Na zdjęciu otwierającym stronę Fundacji im. Zofii Rydet, która od kilka lat opiekuje się archiwum fotografki, artystka wygląda tak, jakby celowo nie chciała pozować, jakby odżegnywała się od zdjęcia, nie chciała go, odpychała. To wrażenie sprzeczne z wieloma jej fotografiami, zwłaszcza z lat jej aktywności artystycznej – poczynając od lat 50. – na których sama ma aparat, a nawet wyraźnie ustawia osoby pozujące dla niej, w efekcie tworząc komentarz do własnej pozycji dokumentalistki. Inaczej też niż większość jej dorobku, a zwłaszcza cyklu nazywanego „Zapis socjologiczny”, zdjęcie to ma charakter dynamiczny, raczej chwyta ono moment, niż zmierza do utrwalenia istoty, którą to intencję można uznać za cechę podejścia Zofii Rydet do fotografii.
Przeświadczenie, że docierała za pomocą fotografii do rzeczy najważniejszych dla tych, których uwieczniała, w połączeniu ze skalą jej działania, dało jej głębokie poczucie wartości powstałego archiwum. W ciągu 40 lat pracy twórczej wykonała tysiące zdjęć; największy zbiór, właśnie „Zapis”, szacowany jest na około 20 tysięcy negatywów. Konsekwentnie rejestrowała przede wszystkim różne typy ludzkie i wnętrza mieszkalne. Jej skierowany do spadkobierców nakaz: „Nie wyrzucajcie tego wszystkiego” – swoisty testament – wynikał ze świadomości, że dokonała monumentalnej dokumentacji życia w Polsce.
Zbiór Zofii Rydet zyskał niemal legendarny status: wiadomo było, że jest ogromny i gęsty jednocześnie, ale znany był w niewielkiej części. Po trosze wynikało to z pierwszej zasady archiwalnego powtórzenia (materiał raz wydobyty z archiwum będzie zeń wydobywany stale). Głównie jednak z samego sposobu pracy artystki; można odnieść wrażenie, że fotografowała coraz więcej, zapamiętywała się w fotografowaniu, nie znajdując już czasu na systematyczne wywoływanie i opracowywanie zdjęć. Dla porządku należy jednak przypomnieć, że pracowała w formacie analogowym, podróżując po Polsce pekaesowej – sieć autobusowa była wówczas zapewne bardziej gęsta niż dziś, ale niekoniecznie szybsza. Kontekst technologiczny ma tu olbrzymie znaczenie. Swojemu projektowi podporządkowała życie, skupiając się na twórczości i wykreślając z porządku dni i lat większość aktywności niezwiązanych z fotografowaniem.

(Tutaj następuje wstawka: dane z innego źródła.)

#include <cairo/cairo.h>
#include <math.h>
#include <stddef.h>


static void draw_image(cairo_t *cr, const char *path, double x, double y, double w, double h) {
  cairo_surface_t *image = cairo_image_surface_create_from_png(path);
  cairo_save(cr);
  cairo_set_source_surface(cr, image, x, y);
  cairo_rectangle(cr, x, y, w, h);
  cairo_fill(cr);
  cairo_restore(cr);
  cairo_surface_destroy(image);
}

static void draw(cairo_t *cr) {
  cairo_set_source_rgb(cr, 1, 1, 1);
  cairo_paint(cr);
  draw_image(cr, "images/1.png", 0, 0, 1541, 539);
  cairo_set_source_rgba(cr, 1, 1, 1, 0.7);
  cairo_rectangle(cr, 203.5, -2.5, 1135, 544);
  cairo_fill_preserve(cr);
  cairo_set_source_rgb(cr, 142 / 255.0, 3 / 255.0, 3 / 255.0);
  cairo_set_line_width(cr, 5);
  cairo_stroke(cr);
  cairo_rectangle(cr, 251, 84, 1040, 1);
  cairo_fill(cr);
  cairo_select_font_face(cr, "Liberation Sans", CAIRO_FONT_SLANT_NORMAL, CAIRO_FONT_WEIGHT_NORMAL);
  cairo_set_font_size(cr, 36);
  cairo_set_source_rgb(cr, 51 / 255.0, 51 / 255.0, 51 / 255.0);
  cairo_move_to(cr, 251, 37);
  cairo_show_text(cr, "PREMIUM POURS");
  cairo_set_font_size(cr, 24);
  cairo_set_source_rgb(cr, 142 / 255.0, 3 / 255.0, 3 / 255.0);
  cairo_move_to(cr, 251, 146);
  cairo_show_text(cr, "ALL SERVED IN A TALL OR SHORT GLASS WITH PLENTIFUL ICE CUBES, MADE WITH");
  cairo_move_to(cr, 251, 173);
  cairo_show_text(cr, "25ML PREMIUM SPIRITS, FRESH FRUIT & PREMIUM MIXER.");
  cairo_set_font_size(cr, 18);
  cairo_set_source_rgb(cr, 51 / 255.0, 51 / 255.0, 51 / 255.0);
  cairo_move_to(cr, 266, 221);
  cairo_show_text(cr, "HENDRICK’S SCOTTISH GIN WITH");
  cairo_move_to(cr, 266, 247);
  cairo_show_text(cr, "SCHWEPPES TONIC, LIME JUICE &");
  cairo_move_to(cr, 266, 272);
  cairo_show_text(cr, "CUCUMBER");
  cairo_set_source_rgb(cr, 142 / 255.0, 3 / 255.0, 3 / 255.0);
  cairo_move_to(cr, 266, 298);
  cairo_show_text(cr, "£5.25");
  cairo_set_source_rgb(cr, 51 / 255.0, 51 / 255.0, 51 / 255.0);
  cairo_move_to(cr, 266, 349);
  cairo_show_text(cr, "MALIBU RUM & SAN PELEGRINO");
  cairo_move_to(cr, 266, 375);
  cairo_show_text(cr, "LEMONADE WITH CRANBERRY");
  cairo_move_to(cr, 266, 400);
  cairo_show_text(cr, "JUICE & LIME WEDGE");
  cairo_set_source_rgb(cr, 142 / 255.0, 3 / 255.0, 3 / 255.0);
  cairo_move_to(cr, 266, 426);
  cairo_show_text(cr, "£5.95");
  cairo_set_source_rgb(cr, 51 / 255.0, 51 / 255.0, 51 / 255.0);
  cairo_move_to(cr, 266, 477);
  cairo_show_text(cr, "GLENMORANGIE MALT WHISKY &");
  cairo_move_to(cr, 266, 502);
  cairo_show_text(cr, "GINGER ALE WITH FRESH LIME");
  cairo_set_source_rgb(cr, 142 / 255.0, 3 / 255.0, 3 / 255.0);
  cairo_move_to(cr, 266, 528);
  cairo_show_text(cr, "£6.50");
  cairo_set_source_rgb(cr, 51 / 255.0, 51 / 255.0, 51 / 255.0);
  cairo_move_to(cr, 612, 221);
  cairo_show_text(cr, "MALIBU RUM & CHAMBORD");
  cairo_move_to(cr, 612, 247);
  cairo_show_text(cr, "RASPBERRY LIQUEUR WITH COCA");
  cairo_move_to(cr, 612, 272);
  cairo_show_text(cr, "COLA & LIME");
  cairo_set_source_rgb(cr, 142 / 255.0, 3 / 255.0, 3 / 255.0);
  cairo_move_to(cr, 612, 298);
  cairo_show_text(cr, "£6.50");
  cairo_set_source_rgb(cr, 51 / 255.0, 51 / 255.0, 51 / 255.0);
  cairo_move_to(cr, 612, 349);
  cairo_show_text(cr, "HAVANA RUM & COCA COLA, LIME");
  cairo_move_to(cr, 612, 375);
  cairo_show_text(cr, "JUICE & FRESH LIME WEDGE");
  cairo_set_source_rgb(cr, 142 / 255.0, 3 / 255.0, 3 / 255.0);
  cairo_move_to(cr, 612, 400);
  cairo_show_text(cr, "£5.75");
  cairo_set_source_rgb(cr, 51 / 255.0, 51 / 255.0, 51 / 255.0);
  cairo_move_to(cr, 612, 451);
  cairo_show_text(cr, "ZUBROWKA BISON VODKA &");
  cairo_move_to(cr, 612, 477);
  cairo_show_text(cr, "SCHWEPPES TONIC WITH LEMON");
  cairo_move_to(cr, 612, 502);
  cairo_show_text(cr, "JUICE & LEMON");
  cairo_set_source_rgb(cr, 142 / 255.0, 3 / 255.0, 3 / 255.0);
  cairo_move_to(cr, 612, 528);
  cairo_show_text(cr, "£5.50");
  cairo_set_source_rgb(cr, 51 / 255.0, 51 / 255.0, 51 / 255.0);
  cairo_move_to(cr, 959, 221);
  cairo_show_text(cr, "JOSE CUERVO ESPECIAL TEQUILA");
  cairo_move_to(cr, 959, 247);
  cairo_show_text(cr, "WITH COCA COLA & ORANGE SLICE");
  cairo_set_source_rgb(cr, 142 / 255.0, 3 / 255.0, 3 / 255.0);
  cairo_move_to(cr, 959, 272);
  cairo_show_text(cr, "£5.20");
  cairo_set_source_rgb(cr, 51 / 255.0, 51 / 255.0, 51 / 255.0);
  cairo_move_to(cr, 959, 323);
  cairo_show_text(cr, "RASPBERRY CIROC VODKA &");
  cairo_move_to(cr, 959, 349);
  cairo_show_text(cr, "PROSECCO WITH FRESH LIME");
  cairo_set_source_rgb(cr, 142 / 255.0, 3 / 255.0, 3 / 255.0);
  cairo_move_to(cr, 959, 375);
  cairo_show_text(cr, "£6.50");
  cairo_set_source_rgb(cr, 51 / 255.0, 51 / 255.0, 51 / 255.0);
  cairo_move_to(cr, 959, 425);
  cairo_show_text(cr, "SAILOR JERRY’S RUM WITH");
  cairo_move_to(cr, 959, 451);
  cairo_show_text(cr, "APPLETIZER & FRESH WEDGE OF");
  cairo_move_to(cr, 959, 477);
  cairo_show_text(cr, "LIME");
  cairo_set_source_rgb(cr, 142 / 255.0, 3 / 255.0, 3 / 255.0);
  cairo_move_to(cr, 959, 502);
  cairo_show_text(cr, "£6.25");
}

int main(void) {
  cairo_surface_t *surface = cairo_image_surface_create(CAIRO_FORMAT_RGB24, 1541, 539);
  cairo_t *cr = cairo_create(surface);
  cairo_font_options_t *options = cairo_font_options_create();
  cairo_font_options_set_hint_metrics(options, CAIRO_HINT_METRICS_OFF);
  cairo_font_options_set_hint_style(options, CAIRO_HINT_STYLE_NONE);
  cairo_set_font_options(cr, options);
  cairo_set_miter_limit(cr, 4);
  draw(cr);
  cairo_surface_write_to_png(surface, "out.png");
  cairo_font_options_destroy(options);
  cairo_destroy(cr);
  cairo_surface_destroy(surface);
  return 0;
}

Zofia Rydet. Zapis, 1978–1990
kuratorzy: Sebastian Cichocki, Karol Hordziej, Muzeum Sztuki Nowoczesnej, Warszawa, do 10 stycznia 2016
Zainteresowanie archiwum Zofii Rydet zostało w ostatnich kilku latach niejako zinstytucjonalizowane: poza powołaniem fundacji, której współzałożycielki podkreślają, że dorobku tego „nie wyrzuciły”, powstało także swoiste konsorcjum projektowe z jej udziałem, a także Fundacji Sztuk Wizualnych, Muzeum Sztuki Nowoczesnej w Warszawie oraz Muzeum w Gliwicach, które podjęło się prac dokumentacyjnych, digitalizacji zbiorów, ich wszechstronnego zbadania i opracowania oraz popularyzacji. Efektem tych wszystkich działań jest również wystawa w MSN: „Zofia Rydet. Zapis 1978–1990”. Prezentuje ona, co oczywiste, jedynie wybór ze zbioru – ponad połowa cyklu wraz z bogatą dokumentacją dostępna jest na stronie www.zofiarydet.com – i została przygotowana, jak deklarują kuratorzy, Sebastian Cichocki i Karol Hordziej, zgodnie ze wskazówkami pozostawionymi przez samą artystkę.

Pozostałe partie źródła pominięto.